Detroit Sex Machines

What can be said about the Detroit Sex Machines two seven-inch singles? It’s rare that an independent funk group could record and release one high-caliber seven-inch. But two? Well, Carleen and The Groovers managed the feat. As did Mickey and The Soul Generation. How about cross-pollination of musical genres though? Again, Carleen and Mickey lead ensembles that could vamp with the best of them, and still lean leftwards to embrace the psychedelic. How about accomplishing these feats while attending high school? Now the Detroit Sex Machines stand alone.
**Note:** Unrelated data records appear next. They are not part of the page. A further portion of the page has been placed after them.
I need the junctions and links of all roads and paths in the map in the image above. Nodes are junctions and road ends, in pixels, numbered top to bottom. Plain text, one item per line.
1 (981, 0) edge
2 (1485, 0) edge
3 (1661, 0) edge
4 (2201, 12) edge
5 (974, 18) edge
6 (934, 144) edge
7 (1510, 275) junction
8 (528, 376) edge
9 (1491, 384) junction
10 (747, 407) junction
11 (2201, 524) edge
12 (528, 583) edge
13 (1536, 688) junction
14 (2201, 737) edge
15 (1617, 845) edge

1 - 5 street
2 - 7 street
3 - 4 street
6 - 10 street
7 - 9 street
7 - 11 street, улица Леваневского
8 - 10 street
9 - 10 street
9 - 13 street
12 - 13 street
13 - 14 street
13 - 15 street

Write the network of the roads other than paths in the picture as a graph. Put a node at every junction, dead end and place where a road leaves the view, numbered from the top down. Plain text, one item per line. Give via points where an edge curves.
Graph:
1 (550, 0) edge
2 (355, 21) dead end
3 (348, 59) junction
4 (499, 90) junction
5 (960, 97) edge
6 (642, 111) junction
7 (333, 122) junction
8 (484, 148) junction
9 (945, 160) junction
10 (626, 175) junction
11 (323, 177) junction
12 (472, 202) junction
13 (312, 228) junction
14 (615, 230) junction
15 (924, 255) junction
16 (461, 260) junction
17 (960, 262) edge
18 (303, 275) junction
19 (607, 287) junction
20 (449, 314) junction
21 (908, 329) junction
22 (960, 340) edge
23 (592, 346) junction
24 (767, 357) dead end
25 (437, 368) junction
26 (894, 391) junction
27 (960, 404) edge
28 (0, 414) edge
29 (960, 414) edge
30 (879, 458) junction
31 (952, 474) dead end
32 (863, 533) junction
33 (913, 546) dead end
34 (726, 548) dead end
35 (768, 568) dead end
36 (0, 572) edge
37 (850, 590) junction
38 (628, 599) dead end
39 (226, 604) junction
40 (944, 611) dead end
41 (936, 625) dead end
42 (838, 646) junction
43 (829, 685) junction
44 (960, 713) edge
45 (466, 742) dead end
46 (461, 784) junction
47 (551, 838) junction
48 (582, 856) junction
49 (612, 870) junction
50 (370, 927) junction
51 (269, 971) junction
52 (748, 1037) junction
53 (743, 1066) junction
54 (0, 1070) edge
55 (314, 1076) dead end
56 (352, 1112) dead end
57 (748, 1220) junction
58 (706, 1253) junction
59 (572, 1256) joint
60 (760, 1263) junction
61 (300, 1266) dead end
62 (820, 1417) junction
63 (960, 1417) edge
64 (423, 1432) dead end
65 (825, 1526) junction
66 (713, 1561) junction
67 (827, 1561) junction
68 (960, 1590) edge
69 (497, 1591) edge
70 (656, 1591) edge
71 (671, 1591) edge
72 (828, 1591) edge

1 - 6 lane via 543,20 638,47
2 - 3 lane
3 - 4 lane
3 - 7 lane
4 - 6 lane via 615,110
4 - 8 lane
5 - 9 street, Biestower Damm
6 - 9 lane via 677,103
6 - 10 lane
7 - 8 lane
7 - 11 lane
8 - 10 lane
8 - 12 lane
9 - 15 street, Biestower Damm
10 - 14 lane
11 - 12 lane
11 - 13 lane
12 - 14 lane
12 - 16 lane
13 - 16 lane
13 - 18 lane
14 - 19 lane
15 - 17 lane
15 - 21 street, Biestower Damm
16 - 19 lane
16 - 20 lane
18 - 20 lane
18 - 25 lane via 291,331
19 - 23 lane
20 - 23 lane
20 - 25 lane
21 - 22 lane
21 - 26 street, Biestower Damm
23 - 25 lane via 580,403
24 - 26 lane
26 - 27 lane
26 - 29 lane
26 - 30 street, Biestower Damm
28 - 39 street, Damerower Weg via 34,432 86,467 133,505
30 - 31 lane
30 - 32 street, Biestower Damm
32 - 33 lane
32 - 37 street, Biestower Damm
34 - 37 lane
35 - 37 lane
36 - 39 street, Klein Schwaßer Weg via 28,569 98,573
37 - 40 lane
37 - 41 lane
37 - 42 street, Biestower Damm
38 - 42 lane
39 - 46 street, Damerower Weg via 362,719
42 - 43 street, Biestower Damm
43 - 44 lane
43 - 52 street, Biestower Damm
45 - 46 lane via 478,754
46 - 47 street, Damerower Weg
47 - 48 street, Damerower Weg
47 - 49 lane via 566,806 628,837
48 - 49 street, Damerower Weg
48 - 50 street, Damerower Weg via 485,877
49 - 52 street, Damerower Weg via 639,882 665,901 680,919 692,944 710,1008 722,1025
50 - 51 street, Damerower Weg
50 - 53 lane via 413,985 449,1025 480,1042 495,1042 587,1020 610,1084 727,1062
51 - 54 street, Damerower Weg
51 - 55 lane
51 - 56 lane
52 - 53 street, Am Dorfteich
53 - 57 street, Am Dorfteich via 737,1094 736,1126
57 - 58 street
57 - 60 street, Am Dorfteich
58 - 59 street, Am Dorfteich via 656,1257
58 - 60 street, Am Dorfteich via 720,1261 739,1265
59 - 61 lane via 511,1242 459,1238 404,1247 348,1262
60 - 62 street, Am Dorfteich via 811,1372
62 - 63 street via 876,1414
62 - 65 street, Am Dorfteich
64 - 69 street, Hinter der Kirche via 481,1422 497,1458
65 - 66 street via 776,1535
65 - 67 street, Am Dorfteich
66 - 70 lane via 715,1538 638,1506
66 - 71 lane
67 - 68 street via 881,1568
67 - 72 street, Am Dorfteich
When uber-collector Phillipe Lehman rediscovered and reissued the Sex Machines first seven inch in 2001, the funk community wondered the obvious: could these two tough-as-Bootsy-Collins?-18-year-old-fingernails tracks be new recordings by Phillipe and his Desco/Soul Fire cohorts. The idea was plausible enough. But Phillipe himself, when confronted with the theory, laughed, “If I could record funk this good, it’s all I’d do.”

The group’s second 45, rediscovered some time later, demonstrated that though the band could funk with JBs-like precision, they could stretch, no pun intended, into territory not oft-explored by a band so obviously taken in by James Brown’s rhythmic revolution. And the Godfather’s most psychedelic venture, the Sho Is Funky Down Here album, sounds tame compared to the Sex Machines five minutes of fury. This band was intense. The fact that their music remained undiscovered by the Deep Funk community for so long is a crying shame.